Provided material =>
================
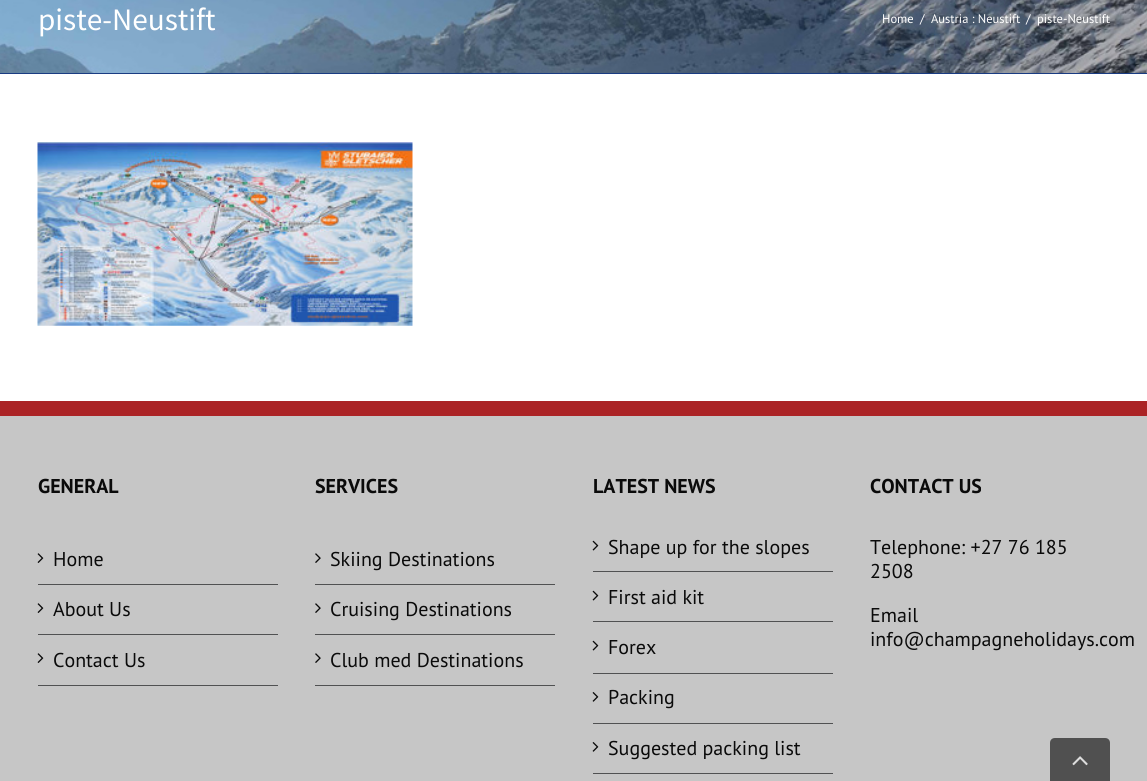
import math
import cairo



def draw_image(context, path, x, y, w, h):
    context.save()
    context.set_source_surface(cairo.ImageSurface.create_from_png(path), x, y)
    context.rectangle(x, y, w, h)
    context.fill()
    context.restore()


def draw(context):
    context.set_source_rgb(1, 1, 1)
    context.paint()
    draw_image(context, "images/1.png", 0, 0, 1147, 73)
    context.set_source_rgb(26 / 255, 60 / 255, 130 / 255)
    context.rectangle(0, 73, 1147, 1)
    context.fill()
    draw_image(context, "images/2.png", 37, 142, 376, 184)
    context.set_source_rgb(198 / 255, 198 / 255, 198 / 255)
    context.rectangle(0, 416, 1147, 365)
    context.fill()
    context.set_source_rgb(171 / 255, 35 / 255, 37 / 255)
    context.rectangle(0, 401, 1147, 15)
    context.fill()
    context.set_source_rgb(80 / 255, 81 / 255, 82 / 255)
    context.rectangle(38, 584, 240, 1)
    context.fill()
    draw_image(context, "images/3.png", 37, 553, 7, 10)
    context.rectangle(38, 634, 240, 1)
    context.fill()
    draw_image(context, "images/3.png", 37, 603, 7, 10)
    context.rectangle(38, 685, 240, 1)
    context.fill()
    draw_image(context, "images/3.png", 37, 653, 7, 10)
    context.rectangle(315, 584, 240, 1)
    context.fill()
    draw_image(context, "images/4.png", 315, 553, 6, 10)
    context.rectangle(315, 634, 240, 1)
    context.fill()
    draw_image(context, "images/4.png", 315, 603, 6, 10)
    context.rectangle(315, 685, 240, 1)
    context.fill()
    draw_image(context, "images/4.png", 315, 653, 6, 10)
    context.rectangle(593, 571, 240, 1)
    context.fill()
    draw_image(context, "images/5.png", 592, 540, 7, 11)
    context.rectangle(593, 621, 240, 1)
    context.fill()
    draw_image(context, "images/5.png", 592, 590, 7, 11)
    context.rectangle(593, 673, 240, 1)
    context.fill()
    draw_image(context, "images/5.png", 592, 640, 7, 11)
    context.rectangle(593, 723, 240, 1)
    context.fill()
    draw_image(context, "images/6.png", 592, 692, 7, 10)
    context.rectangle(593, 773, 240, 1)
    context.fill()
    draw_image(context, "images/6.png", 592, 742, 7, 10)
    context.set_source_rgb(80 / 255, 80 / 255, 80 / 255)
    context.new_path()
    context.move_to(1055, 738)
    context.line_to(1105, 738)
    context.curve_to(1108, 738, 1110, 740, 1110, 743)
    context.line_to(1110, 781)
    context.line_to(1050, 781)
    context.line_to(1050, 743)
    context.curve_to(1050, 740, 1052, 738, 1055, 738)
    context.close_path()
    context.fill()
    draw_image(context, "images/7.png", 1072, 756, 16, 10)
    context.select_font_face("Source Sans Pro")
    context.set_font_size(31.25)
    context.set_source_rgb(1, 1, 1)
    context.move_to(38, 30)
    context.show_text("piste-Neustift")
    context.select_font_face("PT Sans")
    context.set_font_size(12.5)
    context.move_to(882, 23)
    context.show_text("Home")
    context.move_to(920, 23)
    context.show_text("/")
    context.move_to(931, 23)
    context.show_text("Austria : Neustift")
    context.move_to(1026, 23)
    context.show_text("/")
    context.move_to(1037, 23)
    context.show_text("piste-Neustift")
    context.select_font_face("PT Sans", cairo.FontSlant.NORMAL, cairo.FontWeight.BOLD)
    context.set_font_size(20)
    context.set_source_rgb(10 / 255, 10 / 255, 10 / 255)
    context.move_to(38, 493)
    context.show_text("GENERAL")
    context.select_font_face("PT Sans")
    context.move_to(53, 566)
    context.show_text("Home")
    context.move_to(53, 616)
    context.show_text("About Us")
    context.move_to(53, 667)
    context.show_text("Contact Us")
    context.select_font_face("PT Sans", cairo.FontSlant.NORMAL, cairo.FontWeight.BOLD)
    context.move_to(315, 493)
    context.show_text("SERVICES")
    context.select_font_face("PT Sans")
    context.move_to(330, 566)
    context.show_text("Skiing Destinations")
    context.move_to(330, 616)
    context.show_text("Cruising Destinations")
    context.move_to(330, 667)
    context.show_text("Club med Destinations")
    context.select_font_face("PT Sans", cairo.FontSlant.NORMAL, cairo.FontWeight.BOLD)
    context.move_to(593, 493)
    context.show_text("LATEST NEWS")
    context.select_font_face("PT Sans")
    context.move_to(608, 554)
    context.show_text("Shape up for the slopes")
    context.move_to(608, 604)
    context.show_text("First aid kit")
    context.move_to(608, 654)
    context.show_text("Forex")
    context.move_to(608, 704)
    context.show_text("Packing")
    context.move_to(608, 755)
    context.show_text("Suggested packing list")
    context.select_font_face("PT Sans", cairo.FontSlant.NORMAL, cairo.FontWeight.BOLD)
    context.move_to(870, 493)
    context.show_text("CONTACT US")
    context.select_font_face("PT Sans")
    context.move_to(870, 554)
    context.show_text("Telephone: +27 76 185")
    context.move_to(870, 578)
    context.show_text("2508")
    context.move_to(870, 622)
    context.show_text("Email")
    context.move_to(870, 646)
    context.show_text("info@champagneholidays.com")


surface = cairo.ImageSurface(cairo.Format.RGB24, 1147, 781)
context = cairo.Context(surface)
options = cairo.FontOptions()
options.set_hint_metrics(cairo.HintMetrics.OFF)
options.set_hint_style(cairo.HintStyle.NONE)
context.set_font_options(options)
context.set_miter_limit(4)
draw(context)
surface.write_to_png("out.png")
================
Try it =>
Starting at the line that has "context.move_to(1037, 23)" in the records above, restate word for word every line until the one that has "context.set_source_rgb(10 / 255, 10", and include that one as well.

Response =>
    context.move_to(1037, 23)
    context.show_text("piste-Neustift")
    context.select_font_face("PT Sans", cairo.FontSlant.NORMAL, cairo.FontWeight.BOLD)
    context.set_font_size(20)
    context.set_source_rgb(10 / 255, 10 / 255, 10 / 255)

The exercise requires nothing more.